- _WHAT TO WORK ON_
Please print the full listing below exactly, but not the pictures in it.

- _SUPPLIED DATA_
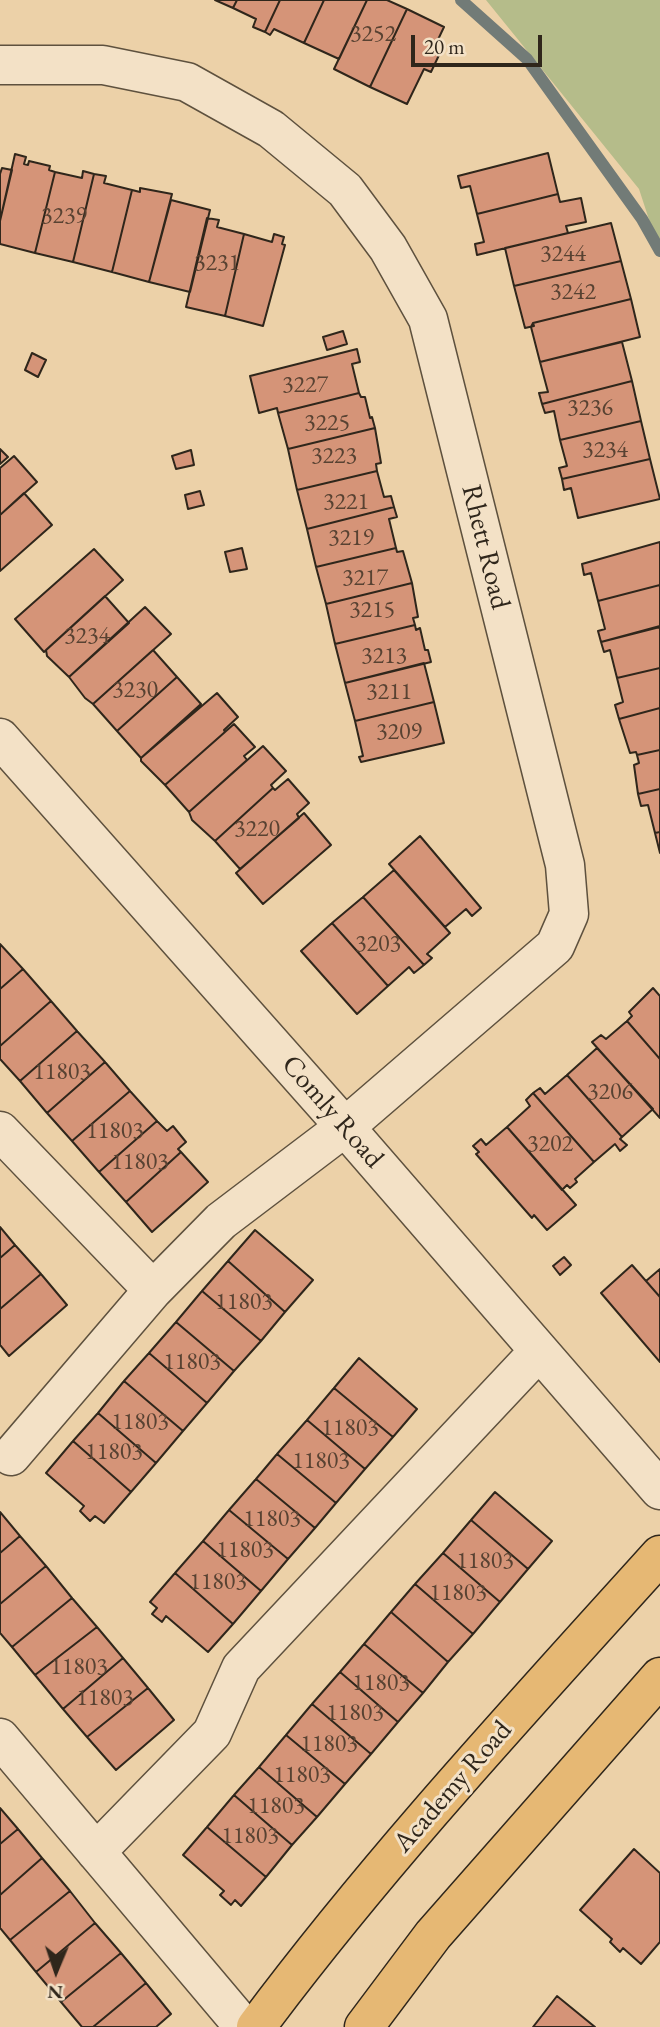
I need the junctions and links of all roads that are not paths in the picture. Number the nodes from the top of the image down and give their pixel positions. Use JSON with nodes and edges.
{"nodes":[{"id":1,"x":0,"y":65,"type":"edge"},
{"id":2,"x":0,"y":738,"type":"edge"},
{"id":3,"x":345,"y":1127,"type":"junction"},
{"id":4,"x":0,"y":1131,"type":"edge"},
{"id":5,"x":153,"y":1290,"type":"junction"},
{"id":6,"x":539,"y":1351,"type":"junction"},
{"id":7,"x":11,"y":1456,"type":"dead end"},
{"id":8,"x":660,"y":1490,"type":"edge"},
{"id":9,"x":660,"y":1555,"type":"edge"},
{"id":10,"x":660,"y":1677,"type":"edge"},
{"id":11,"x":0,"y":1738,"type":"edge"},
{"id":12,"x":96,"y":1852,"type":"junction"},
{"id":13,"x":244,"y":2027,"type":"edge"},
{"id":14,"x":256,"y":2027,"type":"edge"},
{"id":15,"x":364,"y":2027,"type":"edge"}],
"edges":[{"from":1,"to":3,"type":"street","name":"Rhett Road"},
{"from":2,"to":3,"type":"street","name":"Comly Road"},
{"from":3,"to":5,"type":"street","name":"Rhett Road"},
{"from":3,"to":6,"type":"street","name":"Comly Road"},
{"from":4,"to":5,"type":"street"},
{"from":5,"to":7,"type":"street","name":"Rhett Road"},
{"from":6,"to":8,"type":"street","name":"Comly Road"},
{"from":6,"to":12,"type":"street"},
{"from":9,"to":14,"type":"main road","name":"Academy Road"},
{"from":10,"to":15,"type":"main road"},
{"from":11,"to":12,"type":"street"},
{"from":12,"to":13,"type":"street"}]}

- _TASK RESULT_
I need the junctions and links of all roads that are not paths in the picture. Number the nodes from the top of the image down and give their pixel positions. Use JSON with nodes and edges.
{"nodes":[{"id":1,"x":0,"y":65,"type":"edge"},
{"id":2,"x":0,"y":738,"type":"edge"},
{"id":3,"x":345,"y":1127,"type":"junction"},
{"id":4,"x":0,"y":1131,"type":"edge"},
{"id":5,"x":153,"y":1290,"type":"junction"},
{"id":6,"x":539,"y":1351,"type":"junction"},
{"id":7,"x":11,"y":1456,"type":"dead end"},
{"id":8,"x":660,"y":1490,"type":"edge"},
{"id":9,"x":660,"y":1555,"type":"edge"},
{"id":10,"x":660,"y":1677,"type":"edge"},
{"id":11,"x":0,"y":1738,"type":"edge"},
{"id":12,"x":96,"y":1852,"type":"junction"},
{"id":13,"x":244,"y":2027,"type":"edge"},
{"id":14,"x":256,"y":2027,"type":"edge"},
{"id":15,"x":364,"y":2027,"type":"edge"}],
"edges":[{"from":1,"to":3,"type":"street","name":"Rhett Road"},
{"from":2,"to":3,"type":"street","name":"Comly Road"},
{"from":3,"to":5,"type":"street","name":"Rhett Road"},
{"from":3,"to":6,"type":"street","name":"Comly Road"},
{"from":4,"to":5,"type":"street"},
{"from":5,"to":7,"type":"street","name":"Rhett Road"},
{"from":6,"to":8,"type":"street","name":"Comly Road"},
{"from":6,"to":12,"type":"street"},
{"from":9,"to":14,"type":"main road","name":"Academy Road"},
{"from":10,"to":15,"type":"main road"},
{"from":11,"to":12,"type":"street"},
{"from":12,"to":13,"type":"street"}]}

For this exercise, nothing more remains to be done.